**PROBLEM TO SOLVE:** Your answer must be an exact copy of the records, with no pictures included.

Segment Start: DATA FOR THIS EXERCISE

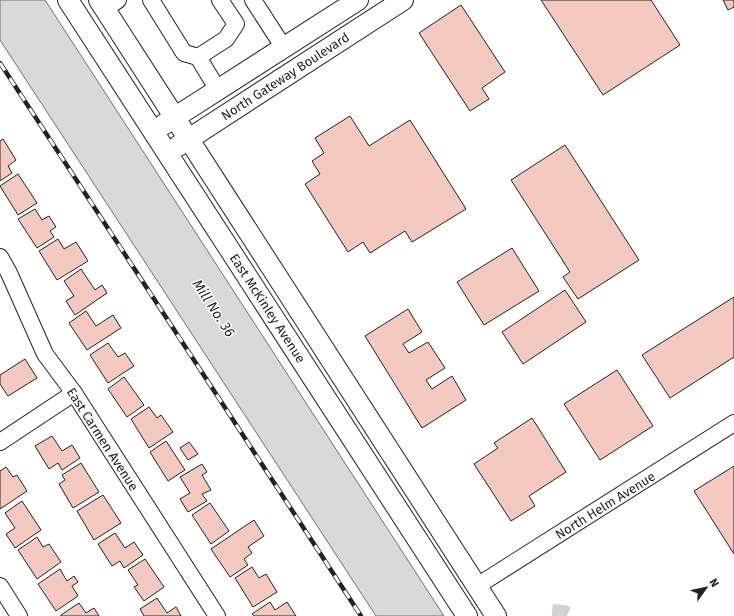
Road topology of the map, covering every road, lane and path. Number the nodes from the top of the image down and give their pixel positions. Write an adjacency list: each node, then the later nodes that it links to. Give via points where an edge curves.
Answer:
1 (68, 0): 12 (main road, East McKinley Avenue)
2 (151, 0): 9 (street, via 184,53)
3 (220, 0): 9 (street, via 236,24 226,39)
4 (253, 0): 8 (street)
5 (358, 0): 8 (main road, North Gateway Boulevard)
6 (403, 0): 13 (main road, North Gateway Boulevard)
7 (108, 3): 11 (main road, East McKinley Avenue)
8 (284, 48): 10 (main road, North Gateway Boulevard)
9 (198, 57): 10 (street)
10 (218, 90): 11 (main road, North Gateway Boulevard)
11 (175, 118): 12 (main road, North Gateway Boulevard); 13 (main road, East McKinley Avenue)
12 (153, 131): 14 (main road, East McKinley Avenue)
13 (188, 139): 14 (main road, North Gateway Boulevard); 21 (main road, East McKinley Avenue)
14 (168, 152): 19 (main road, East McKinley Avenue)
15 (0, 257): 16 (street, East Carmen Avenue, via 10,273 45,354)
16 (74, 393): 18 (street); 23 (street, East Carmen Avenue)
17 (734, 423): 21 (street, North Helm Avenue)
18 (0, 442)
19 (365, 457): 21 (main road, via 411,509 461,583 471,588); 24 (main road, East McKinley Avenue)
20 (0, 586): 22 (street)
21 (477, 586): 25 (main road, East McKinley Avenue)
22 (19, 616)
23 (217, 616)
24 (467, 616)
25 (496, 616)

Segment End: DATA FOR THIS EXERCISE

**RESULT OF THIS TASK:**
Road topology of the map, covering every road, lane and path. Number the nodes from the top of the image down and give their pixel positions. Write an adjacency list: each node, then the later nodes that it links to. Give via points where an edge curves.
Answer:
1 (68, 0): 12 (main road, East McKinley Avenue)
2 (151, 0): 9 (street, via 184,53)
3 (220, 0): 9 (street, via 236,24 226,39)
4 (253, 0): 8 (street)
5 (358, 0): 8 (main road, North Gateway Boulevard)
6 (403, 0): 13 (main road, North Gateway Boulevard)
7 (108, 3): 11 (main road, East McKinley Avenue)
8 (284, 48): 10 (main road, North Gateway Boulevard)
9 (198, 57): 10 (street)
10 (218, 90): 11 (main road, North Gateway Boulevard)
11 (175, 118): 12 (main road, North Gateway Boulevard); 13 (main road, East McKinley Avenue)
12 (153, 131): 14 (main road, East McKinley Avenue)
13 (188, 139): 14 (main road, North Gateway Boulevard); 21 (main road, East McKinley Avenue)
14 (168, 152): 19 (main road, East McKinley Avenue)
15 (0, 257): 16 (street, East Carmen Avenue, via 10,273 45,354)
16 (74, 393): 18 (street); 23 (street, East Carmen Avenue)
17 (734, 423): 21 (street, North Helm Avenue)
18 (0, 442)
19 (365, 457): 21 (main road, via 411,509 461,583 471,588); 24 (main road, East McKinley Avenue)
20 (0, 586): 22 (street)
21 (477, 586): 25 (main road, East McKinley Avenue)
22 (19, 616)
23 (217, 616)
24 (467, 616)
25 (496, 616)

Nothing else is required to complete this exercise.